Simone Weil ha spesso lasciato a scritti brevi alcune delle sue più profonde e durature riflessioni, saggi contenuti e talvolta incompiuti, pagine per le quali la parola "saggio" diventa a dire il vero stretta e dove l'inclinazione del pensiero e della prosa segna un cambio di direzione sensibile, non solo all'interno della sua breve parabola esistenziale, ma anche per la storia della filosofia largamente intesa. L'abbiamo già registrato in queste pagine, qui, e ora torniamo a farlo con La persona e il sacro, scritto durante la guerra, nel biennio 1942-1943, ora ospitato nella collana Biblioteca Minima di Adelphi (pag. 78, euro 7, con una nota finale di Giancarlo Gaeta). Il testo appartiene ai celebri Écrits de Londres et dernières lettres e in italiano si trovava già ne I moralisti moderni (Garzanti, 1959), libro-antologia a due di Elémire Zolla e Alberto Moravia. Sin dalle prime battute Simone Weil introduce il lettore a seguire i passi di un ragionamento che, pur nella brevità, toccherà moltissimi punti:

"Ciò che per me è sacro non è né la sua persona né la persona umana che è in lui. È lui. Lui nella sua interezza. Braccia, occhi, pensieri, tutto. Non arrecherei offesa a niente di tutto questo senza infiniti scrupoli. 
Se quel che vi è di sacro in lui per me fosse la persona umana, potrei cavargli gli occhi facilmente [...]".

Sembra un passo quasi innocuo eppure diventa rivoluzione, se fatto nostro con attenzione, perché apre le porte all'impersonale, che è veramente ciò che di sacro vi è in una persona.
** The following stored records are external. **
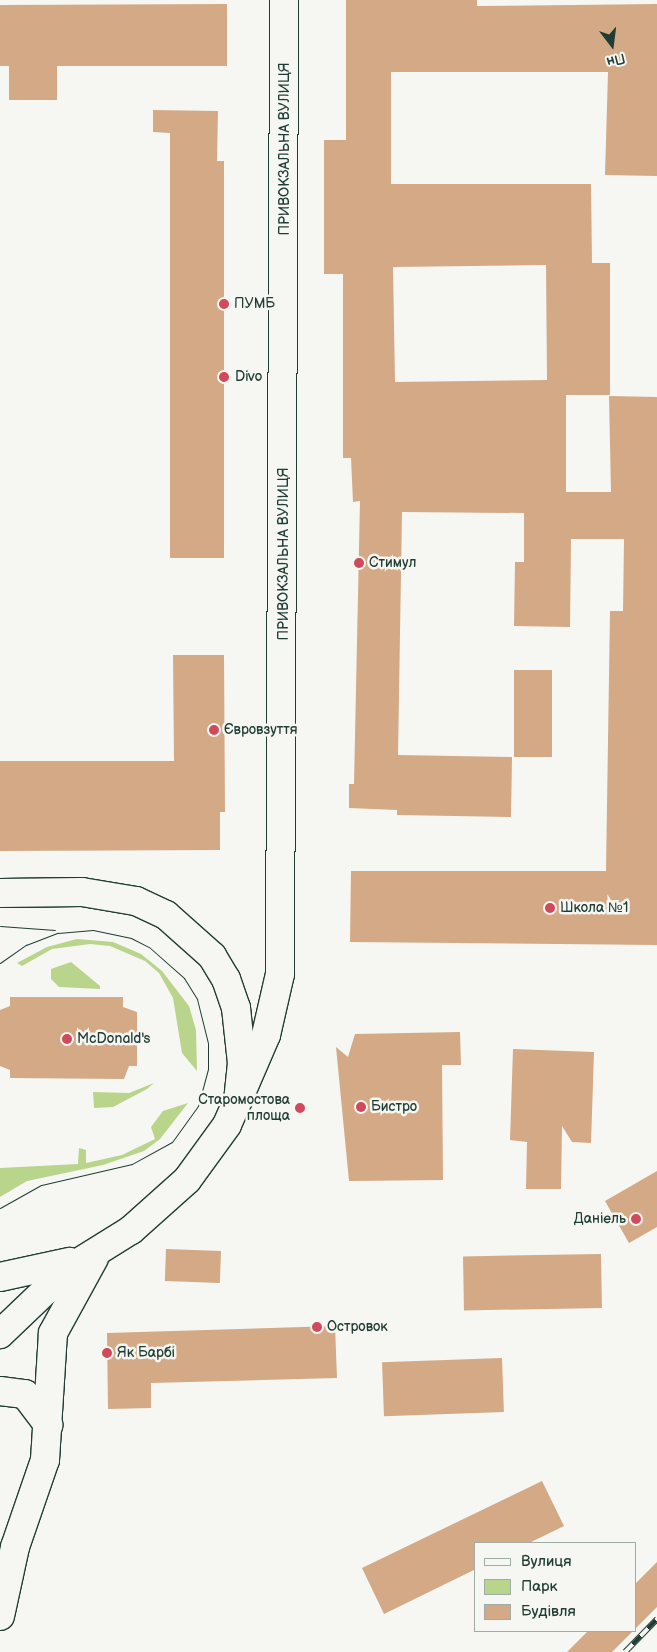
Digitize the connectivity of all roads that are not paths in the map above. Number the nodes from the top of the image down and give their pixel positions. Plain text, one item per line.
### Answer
1 (284, 0) edge
2 (0, 893) edge
3 (238, 1100) junction
4 (99, 1250) junction
5 (0, 1277) edge
6 (0, 1334) edge
7 (0, 1390) edge
8 (48, 1425) junction
9 (0, 1616) edge

1 - 3 main road, ПРИВОКЗАЛЬНА ВУЛИЦЯ
2 - 3 main road
3 - 4 main road
4 - 5 main road
4 - 6 main road
4 - 8 main road
7 - 8 main road
8 - 9 main road

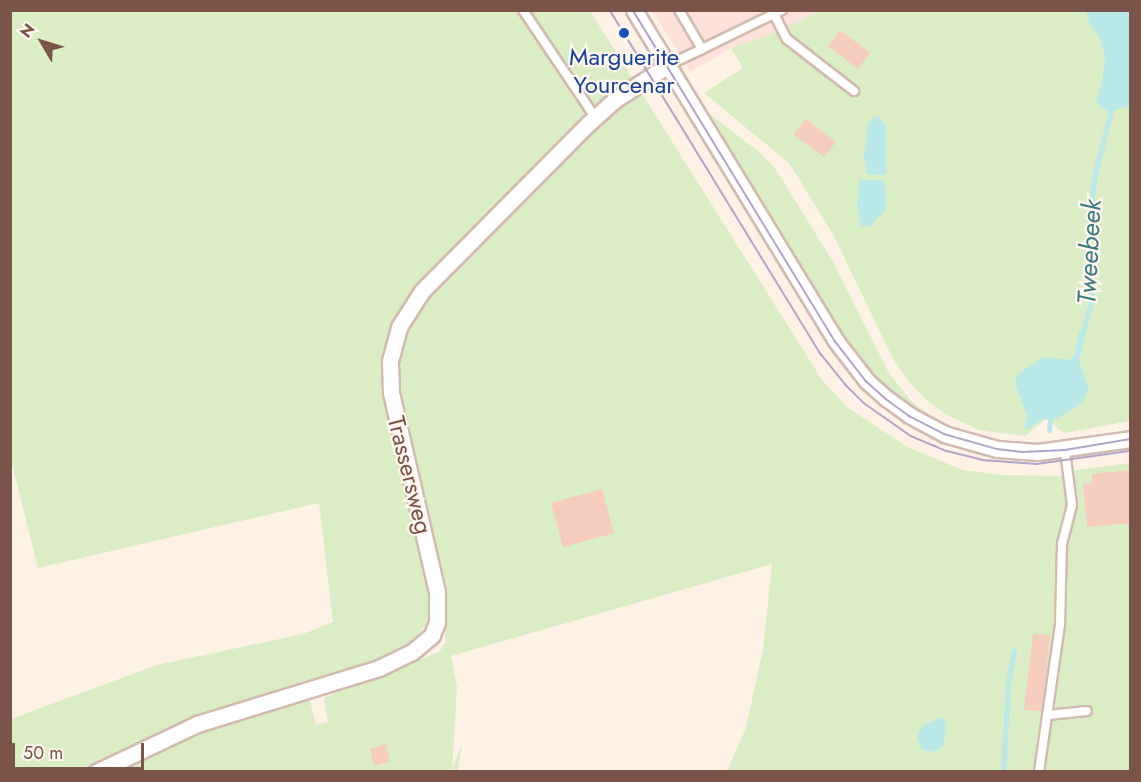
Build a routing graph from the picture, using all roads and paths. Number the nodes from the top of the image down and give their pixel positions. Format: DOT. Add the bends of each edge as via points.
graph roads {
  1 [pos="523,10"];
  2 [pos="634,10"];
  3 [pos="679,10"];
  4 [pos="778,12"];
  5 [pos="702,49"];
  6 [pos="668,65"];
  7 [pos="854,91"];
  8 [pos="595,117"];
  9 [pos="1131,439"];
  10 [pos="1065,450"];
  11 [pos="1087,711"];
  12 [pos="1048,716"];
  13 [pos="96,771"];
  14 [pos="1038,771"];
  1 -- 8 [label="lane"];
  2 -- 6 [label="street"];
  3 -- 5 [label="lane"];
  4 -- 5 [label="lane"];
  4 -- 7 [label="lane" via="787,39"];
  5 -- 6 [label="lane"];
  6 -- 8 [label="street, Trassersweg"];
  6 -- 10 [label="street" via="836,341 867,381 909,416 963,441 1009,451"];
  8 -- 13 [label="street, Trassersweg" via="422,291 394,340 390,361 392,405 437,592 437,622 432,635 412,652 379,668 197,724"];
  9 -- 10 [label="street"];
  10 -- 12 [label="lane" via="1072,505 1062,544 1061,616"];
  11 -- 12 [label="lane"];
  12 -- 14 [label="lane"];
}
Verità e bellezza abitano quest'ambito di ciò che è impersonale, anonimo. La persona e il sacro si lascia leggere anche per le sfumature ricche della prosa, spazia e ritorna costantemente al tema del titolo (un titolo che, sotto certi aspetti, potrebbe pure depistare). Belle, inoltre, le pagine dedicate al lavoro fisico, tema conosciuto e sperimentato da Simone Weil,  e anche le "ipotesi di lavoro" su determinate istituzioni intermedie destinate ad abolire tutto ciò che nella vita contemporanea "schiaccia le anime sotto l'ingiustizia, la menzogna e la bruttezza". Pagine vere, quasi operative, nient’affatto vaghe.

Questo scritto non sarebbe lo scritto che è ed è diventato se non fosse corredato, nella sua incompiutezza, di quella netta visione del diritto (Weil parla di "mediocrità" della nozione di diritto) che troviamo circa a metà libro. Il diritto è per natura dipendente dalla forza, ci ricorda Simone Weil. Nata in epoca romana, tale nozione si correla al monopolio della forza, diventa nella sostanza un'idea utile per ammantare la forza, affinché quest’ultima abbia piena efficacia. Sta qui una delle parti più notevoli, specificatamente nella ripresa del diritto così come ce l’avevano consegnato Diderot e la sua cerchia (non certo Rousseau) nel XVIII secolo, come punto di non ritorno verso le nuove derive di bruttezza, uso e abuso contemporanee (curioso che altri intellettuali e giuristi, come Hans Kelsen e Carl Schmitt, si confrontassero, più o meno negli stessi tempi, col tema del diritto). Secondo la Weil lodare Roma per averci trasmesso la nozione di diritto è "scandaloso". I greci non possedevano tale nozione e solo per un singolare malinteso la vicenda di Antigone è stata scambiata per "diritto naturale". Ma sono davvero molti i passi in cui lo scritto si fa denso (quelli sul linguaggio, la bellezza e sull'ascolto, certe immagini o similitudini adoperate) e dove lo stile appare rastremato verso sommità di pensiero. Prendete ad esempio questo passaggio intermedio e chiave di volta delle pagine dedicate alla nozione di diritto:

“La materia pesante è in grado di salire e andare contro la gravità solo nelle piante, grazie all’energia del sole che, captata dal verde delle foglie, opera nella linfa. La gravità e la morte si riapproprieranno invece, progressivamente ma inesorabilmente, della pianta che sia privata della luce”.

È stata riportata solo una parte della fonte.